• TASK INSTRUCTIONS
The answer must consist of every line below containing "junctions".

• ENTRIES SUPPLIED
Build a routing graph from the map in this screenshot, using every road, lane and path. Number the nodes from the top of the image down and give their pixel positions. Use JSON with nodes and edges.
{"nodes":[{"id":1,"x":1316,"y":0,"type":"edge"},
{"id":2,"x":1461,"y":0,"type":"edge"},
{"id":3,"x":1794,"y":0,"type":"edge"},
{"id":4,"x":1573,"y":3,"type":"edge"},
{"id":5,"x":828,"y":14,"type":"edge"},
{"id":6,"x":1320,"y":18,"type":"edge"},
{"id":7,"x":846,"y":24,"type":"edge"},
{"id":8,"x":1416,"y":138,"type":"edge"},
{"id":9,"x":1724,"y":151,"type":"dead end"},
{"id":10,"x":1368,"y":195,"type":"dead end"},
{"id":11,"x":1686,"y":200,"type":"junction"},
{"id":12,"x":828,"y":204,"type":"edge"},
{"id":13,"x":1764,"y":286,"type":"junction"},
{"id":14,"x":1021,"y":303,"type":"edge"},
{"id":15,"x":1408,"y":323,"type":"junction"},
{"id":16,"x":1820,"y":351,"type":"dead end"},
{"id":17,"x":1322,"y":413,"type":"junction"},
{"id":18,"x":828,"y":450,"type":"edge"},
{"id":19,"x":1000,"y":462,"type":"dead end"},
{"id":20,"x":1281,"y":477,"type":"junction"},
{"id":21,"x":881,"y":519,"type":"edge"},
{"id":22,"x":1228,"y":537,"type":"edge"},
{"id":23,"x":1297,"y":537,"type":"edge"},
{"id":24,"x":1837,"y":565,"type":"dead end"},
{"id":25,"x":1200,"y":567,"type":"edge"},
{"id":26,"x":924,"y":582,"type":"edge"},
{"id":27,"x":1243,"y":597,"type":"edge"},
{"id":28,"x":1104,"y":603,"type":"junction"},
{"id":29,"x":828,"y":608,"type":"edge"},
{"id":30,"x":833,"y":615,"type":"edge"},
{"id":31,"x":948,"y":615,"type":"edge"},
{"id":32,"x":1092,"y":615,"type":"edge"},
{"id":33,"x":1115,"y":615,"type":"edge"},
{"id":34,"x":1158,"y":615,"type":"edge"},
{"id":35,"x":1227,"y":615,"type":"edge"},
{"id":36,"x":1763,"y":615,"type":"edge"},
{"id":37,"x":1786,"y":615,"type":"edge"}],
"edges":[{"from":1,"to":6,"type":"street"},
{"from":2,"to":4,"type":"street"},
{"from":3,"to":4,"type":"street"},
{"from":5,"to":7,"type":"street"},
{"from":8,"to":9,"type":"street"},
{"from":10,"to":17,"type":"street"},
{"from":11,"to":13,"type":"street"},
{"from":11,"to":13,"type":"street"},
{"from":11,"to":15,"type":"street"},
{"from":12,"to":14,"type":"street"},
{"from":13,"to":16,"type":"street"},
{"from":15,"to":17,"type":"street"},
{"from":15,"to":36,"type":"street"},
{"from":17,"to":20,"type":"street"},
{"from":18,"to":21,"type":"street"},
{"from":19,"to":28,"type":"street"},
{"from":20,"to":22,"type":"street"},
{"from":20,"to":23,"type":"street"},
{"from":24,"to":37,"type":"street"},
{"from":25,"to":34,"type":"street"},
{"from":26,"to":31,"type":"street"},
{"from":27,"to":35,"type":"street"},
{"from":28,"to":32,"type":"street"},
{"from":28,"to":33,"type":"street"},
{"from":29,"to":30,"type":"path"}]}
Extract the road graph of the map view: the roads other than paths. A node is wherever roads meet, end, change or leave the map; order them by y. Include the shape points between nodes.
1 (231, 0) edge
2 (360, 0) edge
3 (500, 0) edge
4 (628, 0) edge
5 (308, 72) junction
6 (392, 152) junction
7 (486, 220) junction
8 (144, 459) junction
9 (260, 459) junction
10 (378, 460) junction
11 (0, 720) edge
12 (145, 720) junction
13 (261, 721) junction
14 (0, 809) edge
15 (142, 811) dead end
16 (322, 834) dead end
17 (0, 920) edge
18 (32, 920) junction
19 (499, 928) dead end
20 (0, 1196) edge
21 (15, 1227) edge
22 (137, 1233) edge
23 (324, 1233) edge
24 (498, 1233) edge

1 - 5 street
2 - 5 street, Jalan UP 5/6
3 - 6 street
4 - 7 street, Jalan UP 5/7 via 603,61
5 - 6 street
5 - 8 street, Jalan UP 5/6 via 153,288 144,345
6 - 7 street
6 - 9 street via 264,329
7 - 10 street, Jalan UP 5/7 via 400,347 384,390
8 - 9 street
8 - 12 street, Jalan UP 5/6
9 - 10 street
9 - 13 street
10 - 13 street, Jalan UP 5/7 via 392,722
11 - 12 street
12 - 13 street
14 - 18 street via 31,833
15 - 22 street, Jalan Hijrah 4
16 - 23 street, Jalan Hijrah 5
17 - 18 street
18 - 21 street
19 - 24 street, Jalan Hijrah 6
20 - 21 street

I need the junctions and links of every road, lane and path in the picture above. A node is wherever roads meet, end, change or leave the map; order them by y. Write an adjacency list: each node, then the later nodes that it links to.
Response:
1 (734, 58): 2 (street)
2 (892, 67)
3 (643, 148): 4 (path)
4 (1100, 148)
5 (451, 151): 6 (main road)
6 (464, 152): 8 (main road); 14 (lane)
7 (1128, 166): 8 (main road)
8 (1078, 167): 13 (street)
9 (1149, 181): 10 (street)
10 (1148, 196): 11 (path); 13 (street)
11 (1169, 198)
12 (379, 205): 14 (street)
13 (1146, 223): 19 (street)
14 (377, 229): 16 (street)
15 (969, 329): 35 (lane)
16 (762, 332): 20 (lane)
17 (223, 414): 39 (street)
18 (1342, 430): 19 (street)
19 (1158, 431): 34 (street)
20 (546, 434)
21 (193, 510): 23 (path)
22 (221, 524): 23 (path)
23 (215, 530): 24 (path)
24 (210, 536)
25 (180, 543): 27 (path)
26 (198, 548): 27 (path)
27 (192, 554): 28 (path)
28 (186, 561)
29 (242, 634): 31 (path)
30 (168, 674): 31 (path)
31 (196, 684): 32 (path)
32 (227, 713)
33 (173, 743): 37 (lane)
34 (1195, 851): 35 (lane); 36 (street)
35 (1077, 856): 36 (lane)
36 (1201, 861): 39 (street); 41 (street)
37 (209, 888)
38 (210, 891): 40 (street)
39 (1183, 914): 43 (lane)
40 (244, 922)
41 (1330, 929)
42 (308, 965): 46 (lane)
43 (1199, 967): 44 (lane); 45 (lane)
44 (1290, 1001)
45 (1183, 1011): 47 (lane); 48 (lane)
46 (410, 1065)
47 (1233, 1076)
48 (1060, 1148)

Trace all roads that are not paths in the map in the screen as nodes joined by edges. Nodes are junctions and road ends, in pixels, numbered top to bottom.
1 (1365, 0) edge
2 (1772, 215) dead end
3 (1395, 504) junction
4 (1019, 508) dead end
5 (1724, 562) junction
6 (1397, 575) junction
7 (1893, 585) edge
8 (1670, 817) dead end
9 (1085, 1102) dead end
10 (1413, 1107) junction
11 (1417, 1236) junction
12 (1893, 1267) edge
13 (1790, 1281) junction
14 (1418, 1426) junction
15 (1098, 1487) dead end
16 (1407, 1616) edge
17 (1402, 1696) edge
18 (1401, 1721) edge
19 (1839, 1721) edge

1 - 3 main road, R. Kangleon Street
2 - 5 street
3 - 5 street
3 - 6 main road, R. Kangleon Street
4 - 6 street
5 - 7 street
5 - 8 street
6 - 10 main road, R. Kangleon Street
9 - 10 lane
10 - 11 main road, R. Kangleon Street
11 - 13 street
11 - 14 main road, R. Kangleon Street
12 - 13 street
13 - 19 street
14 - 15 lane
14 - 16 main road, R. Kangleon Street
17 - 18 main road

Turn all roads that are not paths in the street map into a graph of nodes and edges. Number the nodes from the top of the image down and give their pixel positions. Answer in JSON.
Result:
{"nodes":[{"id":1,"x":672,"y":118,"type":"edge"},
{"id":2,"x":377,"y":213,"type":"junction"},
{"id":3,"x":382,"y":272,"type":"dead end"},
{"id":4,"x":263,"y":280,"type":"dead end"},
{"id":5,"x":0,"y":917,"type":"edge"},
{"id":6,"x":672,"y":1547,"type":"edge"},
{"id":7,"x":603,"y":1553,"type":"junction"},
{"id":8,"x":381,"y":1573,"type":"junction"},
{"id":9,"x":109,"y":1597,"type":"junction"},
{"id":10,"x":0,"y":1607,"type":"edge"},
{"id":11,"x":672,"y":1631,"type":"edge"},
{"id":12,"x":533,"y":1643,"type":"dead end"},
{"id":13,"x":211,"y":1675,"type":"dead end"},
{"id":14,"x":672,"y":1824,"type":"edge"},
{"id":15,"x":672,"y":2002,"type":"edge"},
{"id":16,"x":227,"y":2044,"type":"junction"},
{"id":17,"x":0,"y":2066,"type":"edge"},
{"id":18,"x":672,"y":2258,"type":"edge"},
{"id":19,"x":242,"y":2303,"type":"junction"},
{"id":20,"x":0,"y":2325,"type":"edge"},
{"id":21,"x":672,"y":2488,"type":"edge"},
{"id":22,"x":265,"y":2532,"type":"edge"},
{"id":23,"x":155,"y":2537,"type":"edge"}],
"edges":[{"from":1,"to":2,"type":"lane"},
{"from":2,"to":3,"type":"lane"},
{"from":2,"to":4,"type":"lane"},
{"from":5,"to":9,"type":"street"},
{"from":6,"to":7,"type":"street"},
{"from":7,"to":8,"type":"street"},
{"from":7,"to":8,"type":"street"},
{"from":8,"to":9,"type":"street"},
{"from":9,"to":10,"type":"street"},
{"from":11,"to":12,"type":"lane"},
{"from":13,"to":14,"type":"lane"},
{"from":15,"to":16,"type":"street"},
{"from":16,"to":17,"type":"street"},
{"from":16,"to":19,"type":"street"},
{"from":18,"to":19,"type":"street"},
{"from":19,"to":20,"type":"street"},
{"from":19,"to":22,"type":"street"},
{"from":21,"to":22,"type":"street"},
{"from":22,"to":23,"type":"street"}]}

• TASK OUTPUT
I need the junctions and links of every road, lane and path in the picture above. A node is wherever roads meet, end, change or leave the map; order them by y. Write an adjacency list: each node, then the later nodes that it links to.
Trace all roads that are not paths in the map in the screen as nodes joined by edges. Nodes are junctions and road ends, in pixels, numbered top to bottom.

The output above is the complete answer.